Problem description: Scan the lines below for the string "Arnold". Reply with how many match, and no other words.

Stored data entries:
________________________

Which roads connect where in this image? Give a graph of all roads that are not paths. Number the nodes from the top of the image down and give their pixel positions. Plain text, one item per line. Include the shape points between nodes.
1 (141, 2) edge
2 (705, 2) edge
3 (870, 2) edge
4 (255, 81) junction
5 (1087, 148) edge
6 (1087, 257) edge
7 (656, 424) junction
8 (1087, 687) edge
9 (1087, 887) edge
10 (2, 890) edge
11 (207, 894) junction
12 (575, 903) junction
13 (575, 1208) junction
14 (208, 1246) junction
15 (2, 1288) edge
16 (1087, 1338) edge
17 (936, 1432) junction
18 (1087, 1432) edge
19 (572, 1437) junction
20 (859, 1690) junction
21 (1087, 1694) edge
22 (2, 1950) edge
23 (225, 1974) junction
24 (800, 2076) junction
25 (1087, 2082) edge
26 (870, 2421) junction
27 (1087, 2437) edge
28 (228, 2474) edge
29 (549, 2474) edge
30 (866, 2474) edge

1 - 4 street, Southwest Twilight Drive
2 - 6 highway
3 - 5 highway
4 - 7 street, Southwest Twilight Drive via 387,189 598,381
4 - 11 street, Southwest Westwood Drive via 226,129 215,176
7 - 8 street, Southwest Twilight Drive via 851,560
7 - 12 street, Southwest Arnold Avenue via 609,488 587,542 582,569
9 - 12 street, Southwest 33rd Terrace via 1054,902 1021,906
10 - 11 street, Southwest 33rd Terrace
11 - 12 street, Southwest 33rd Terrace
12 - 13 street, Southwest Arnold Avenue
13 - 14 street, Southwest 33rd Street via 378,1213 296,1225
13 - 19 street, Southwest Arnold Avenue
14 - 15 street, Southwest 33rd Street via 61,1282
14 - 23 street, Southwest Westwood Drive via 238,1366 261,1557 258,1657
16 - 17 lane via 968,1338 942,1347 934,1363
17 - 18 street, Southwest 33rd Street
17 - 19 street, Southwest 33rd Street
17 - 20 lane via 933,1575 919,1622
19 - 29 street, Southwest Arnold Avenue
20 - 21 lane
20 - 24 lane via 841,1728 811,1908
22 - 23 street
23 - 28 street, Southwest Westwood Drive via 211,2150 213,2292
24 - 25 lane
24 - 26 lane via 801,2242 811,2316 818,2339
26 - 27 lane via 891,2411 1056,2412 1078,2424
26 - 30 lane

________________________

Finished exercise: 4